**Work item**
Skip the images and return the records below exactly.

**Dataset entries**

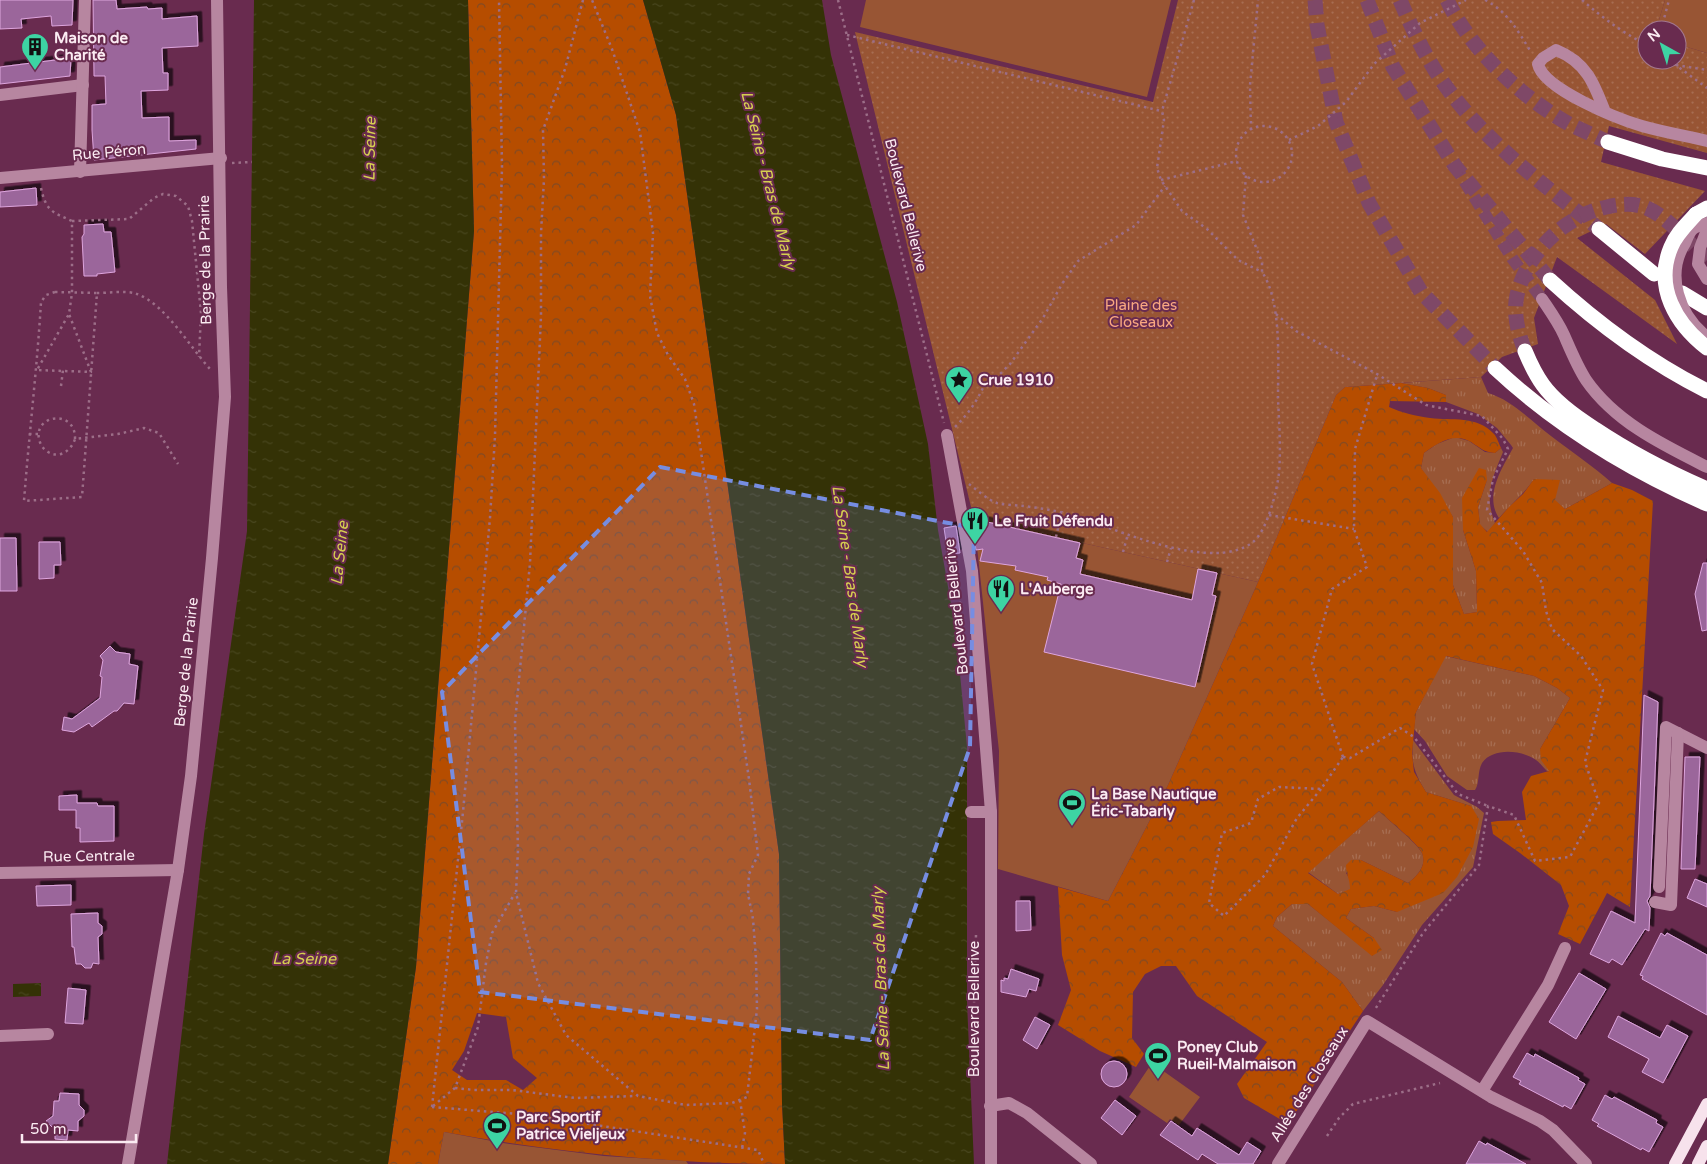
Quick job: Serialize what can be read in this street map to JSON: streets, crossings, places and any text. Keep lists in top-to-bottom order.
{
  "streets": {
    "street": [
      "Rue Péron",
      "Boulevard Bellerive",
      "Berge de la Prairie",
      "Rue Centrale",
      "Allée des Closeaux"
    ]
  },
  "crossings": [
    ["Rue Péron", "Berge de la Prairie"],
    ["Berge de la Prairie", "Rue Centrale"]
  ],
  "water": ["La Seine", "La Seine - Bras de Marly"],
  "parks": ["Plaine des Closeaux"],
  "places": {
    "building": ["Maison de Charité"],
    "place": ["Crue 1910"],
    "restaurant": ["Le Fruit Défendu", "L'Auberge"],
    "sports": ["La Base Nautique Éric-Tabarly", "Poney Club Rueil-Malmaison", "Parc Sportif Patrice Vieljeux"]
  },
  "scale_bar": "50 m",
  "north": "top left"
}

**Answer space**
Quick job: Serialize what can be read in this street map to JSON: streets, crossings, places and any text. Keep lists in top-to-bottom order.
{
  "streets": {
    "street": [
      "Rue Péron",
      "Boulevard Bellerive",
      "Berge de la Prairie",
      "Rue Centrale",
      "Allée des Closeaux"
    ]
  },
  "crossings": [
    ["Rue Péron", "Berge de la Prairie"],
    ["Berge de la Prairie", "Rue Centrale"]
  ],
  "water": ["La Seine", "La Seine - Bras de Marly"],
  "parks": ["Plaine des Closeaux"],
  "places": {
    "building": ["Maison de Charité"],
    "place": ["Crue 1910"],
    "restaurant": ["Le Fruit Défendu", "L'Auberge"],
    "sports": ["La Base Nautique Éric-Tabarly", "Poney Club Rueil-Malmaison", "Parc Sportif Patrice Vieljeux"]
  },
  "scale_bar": "50 m",
  "north": "top left"
}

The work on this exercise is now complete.